◆ **EXERCISE BRIEF**: When you repeat the entries, reproduce each line exactly and omit every picture.

[Saved entries]
BEGIN

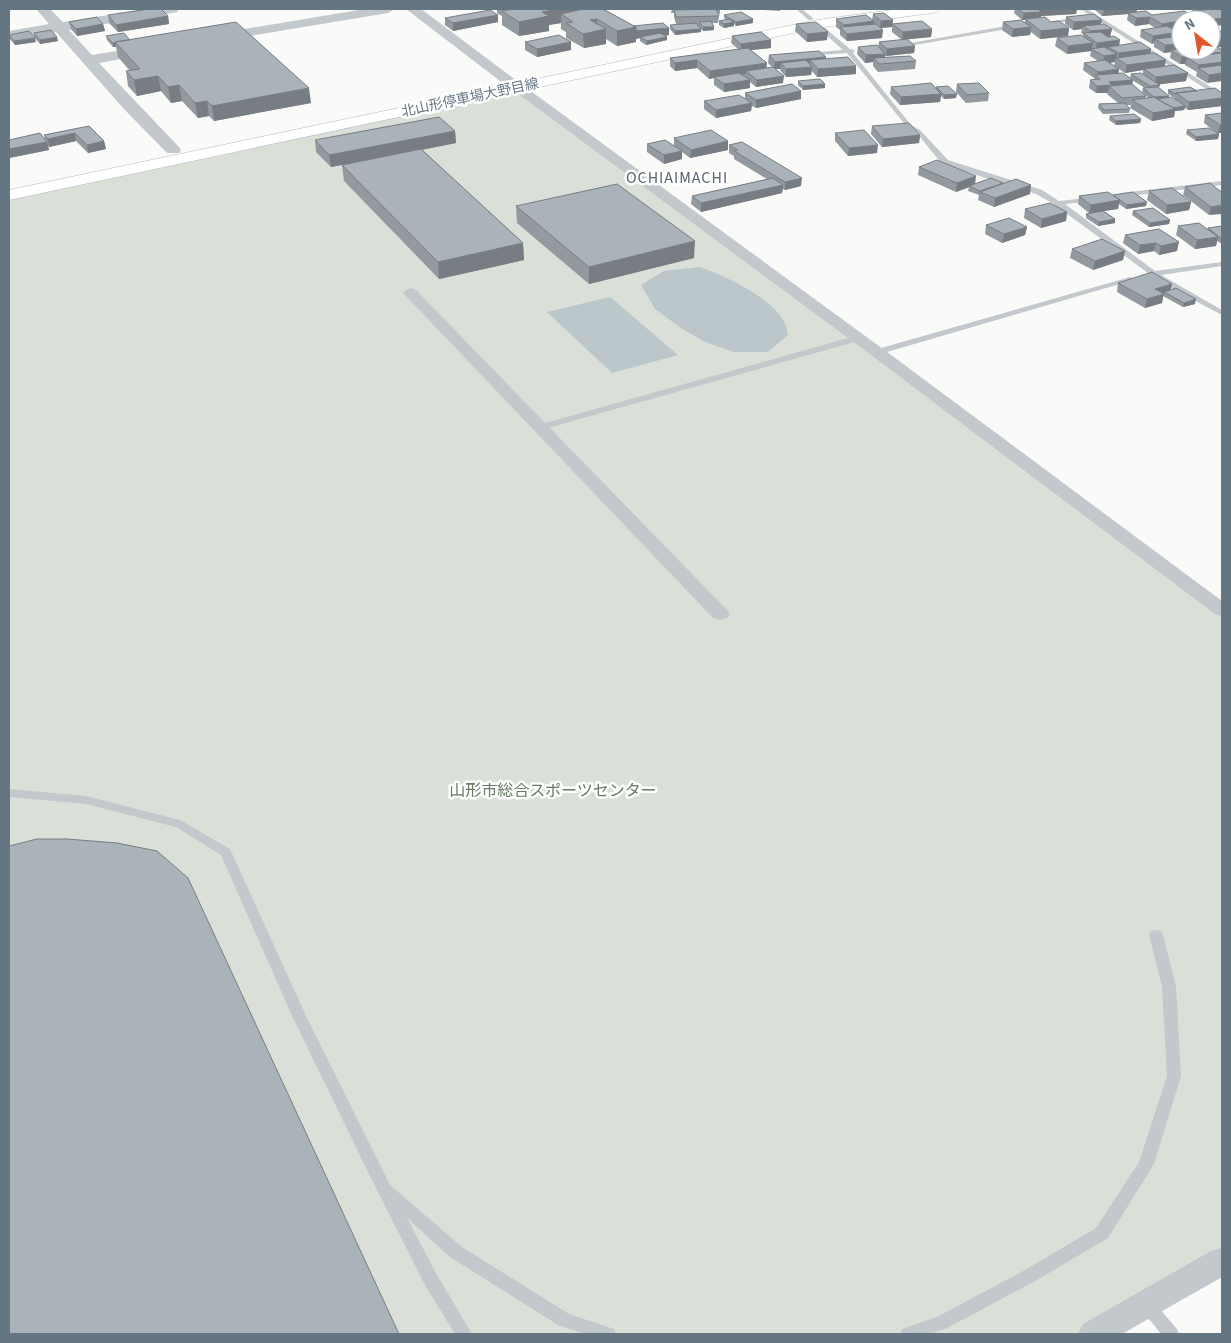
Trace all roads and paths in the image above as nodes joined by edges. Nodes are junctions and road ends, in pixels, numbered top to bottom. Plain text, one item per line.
1 (43, 9) edge
2 (172, 9) edge
3 (388, 9) edge
4 (413, 9) edge
5 (877, 9) edge
6 (932, 9) edge
7 (1083, 9) edge
8 (809, 17) edge
9 (1096, 17) junction
10 (1037, 24) edge
11 (1027, 25) edge
12 (58, 27) junction
13 (9, 35) edge
14 (205, 40) edge
15 (166, 46) edge
16 (893, 46) edge
17 (857, 50) dead end
18 (848, 51) junction
19 (802, 56) edge
20 (89, 60) junction
21 (514, 84) junction
22 (1222, 97) edge
23 (174, 150) junction
24 (1222, 183) edge
25 (9, 185) edge
26 (9, 195) edge
27 (1116, 196) edge
28 (1097, 198) edge
29 (1058, 203) junction
30 (1222, 264) edge
31 (1154, 274) junction
32 (411, 293) dead end
33 (1222, 313) edge
34 (859, 338) junction
35 (877, 352) junction
36 (541, 428) junction
37 (1222, 610) edge
38 (720, 614) dead end
39 (9, 793) edge
40 (1156, 935) dead end
41 (383, 1187) junction
42 (1222, 1260) edge
43 (1146, 1305) junction
44 (464, 1334) edge
45 (608, 1334) edge
46 (908, 1334) edge
47 (1094, 1334) edge
48 (1171, 1334) edge

1 - 12 street
2 - 12 street
3 - 14 street
4 - 21 street
5 - 8 main road, 北山形停車場大野目線
6 - 8 main road, 北山形停車場大野目線
7 - 9 lane
8 - 18 lane
8 - 21 main road, 北山形停車場大野目線
9 - 10 lane
9 - 22 lane
11 - 16 lane
12 - 13 street
12 - 20 street
15 - 20 street
17 - 18 lane
18 - 19 lane
18 - 29 lane
20 - 23 street
21 - 23 main road, 北山形停車場大野目線
21 - 26 main road, 北山形停車場大野目線
21 - 34 street
23 - 25 main road, 北山形停車場大野目線
24 - 27 lane
28 - 29 lane
29 - 31 lane
30 - 31 lane
31 - 33 lane
31 - 35 lane
32 - 36 street
34 - 35 street
34 - 36 lane
35 - 37 street
36 - 38 street
39 - 41 lane
40 - 46 lane
41 - 44 lane
41 - 45 lane
42 - 43 street
43 - 47 street
43 - 48 lane

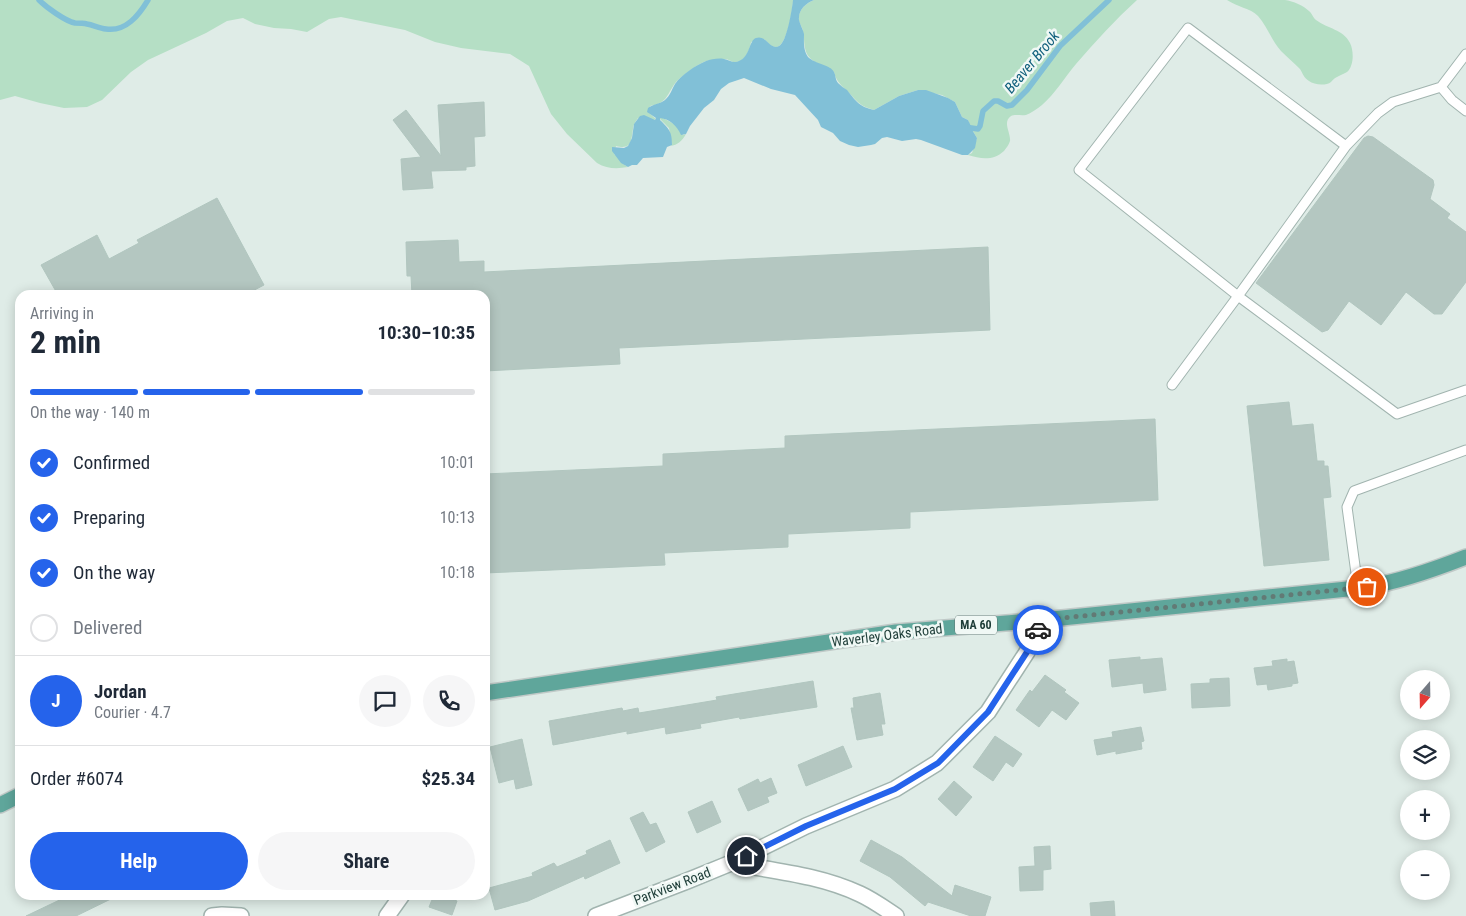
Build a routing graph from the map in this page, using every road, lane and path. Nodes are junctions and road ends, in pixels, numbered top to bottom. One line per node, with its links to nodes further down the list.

END

◆ **WRITTEN RESPONSE**:
Trace all roads and paths in the image above as nodes joined by edges. Nodes are junctions and road ends, in pixels, numbered top to bottom. Plain text, one item per line.
1 (43, 9) edge
2 (172, 9) edge
3 (388, 9) edge
4 (413, 9) edge
5 (877, 9) edge
6 (932, 9) edge
7 (1083, 9) edge
8 (809, 17) edge
9 (1096, 17) junction
10 (1037, 24) edge
11 (1027, 25) edge
12 (58, 27) junction
13 (9, 35) edge
14 (205, 40) edge
15 (166, 46) edge
16 (893, 46) edge
17 (857, 50) dead end
18 (848, 51) junction
19 (802, 56) edge
20 (89, 60) junction
21 (514, 84) junction
22 (1222, 97) edge
23 (174, 150) junction
24 (1222, 183) edge
25 (9, 185) edge
26 (9, 195) edge
27 (1116, 196) edge
28 (1097, 198) edge
29 (1058, 203) junction
30 (1222, 264) edge
31 (1154, 274) junction
32 (411, 293) dead end
33 (1222, 313) edge
34 (859, 338) junction
35 (877, 352) junction
36 (541, 428) junction
37 (1222, 610) edge
38 (720, 614) dead end
39 (9, 793) edge
40 (1156, 935) dead end
41 (383, 1187) junction
42 (1222, 1260) edge
43 (1146, 1305) junction
44 (464, 1334) edge
45 (608, 1334) edge
46 (908, 1334) edge
47 (1094, 1334) edge
48 (1171, 1334) edge

1 - 12 street
2 - 12 street
3 - 14 street
4 - 21 street
5 - 8 main road, 北山形停車場大野目線
6 - 8 main road, 北山形停車場大野目線
7 - 9 lane
8 - 18 lane
8 - 21 main road, 北山形停車場大野目線
9 - 10 lane
9 - 22 lane
11 - 16 lane
12 - 13 street
12 - 20 street
15 - 20 street
17 - 18 lane
18 - 19 lane
18 - 29 lane
20 - 23 street
21 - 23 main road, 北山形停車場大野目線
21 - 26 main road, 北山形停車場大野目線
21 - 34 street
23 - 25 main road, 北山形停車場大野目線
24 - 27 lane
28 - 29 lane
29 - 31 lane
30 - 31 lane
31 - 33 lane
31 - 35 lane
32 - 36 street
34 - 35 street
34 - 36 lane
35 - 37 street
36 - 38 street
39 - 41 lane
40 - 46 lane
41 - 44 lane
41 - 45 lane
42 - 43 street
43 - 47 street
43 - 48 lane

Build a routing graph from the map in this page, using every road, lane and path. Nodes are junctions and road ends, in pixels, numbered top to bottom. One line per node, with its links to nodes further down the list.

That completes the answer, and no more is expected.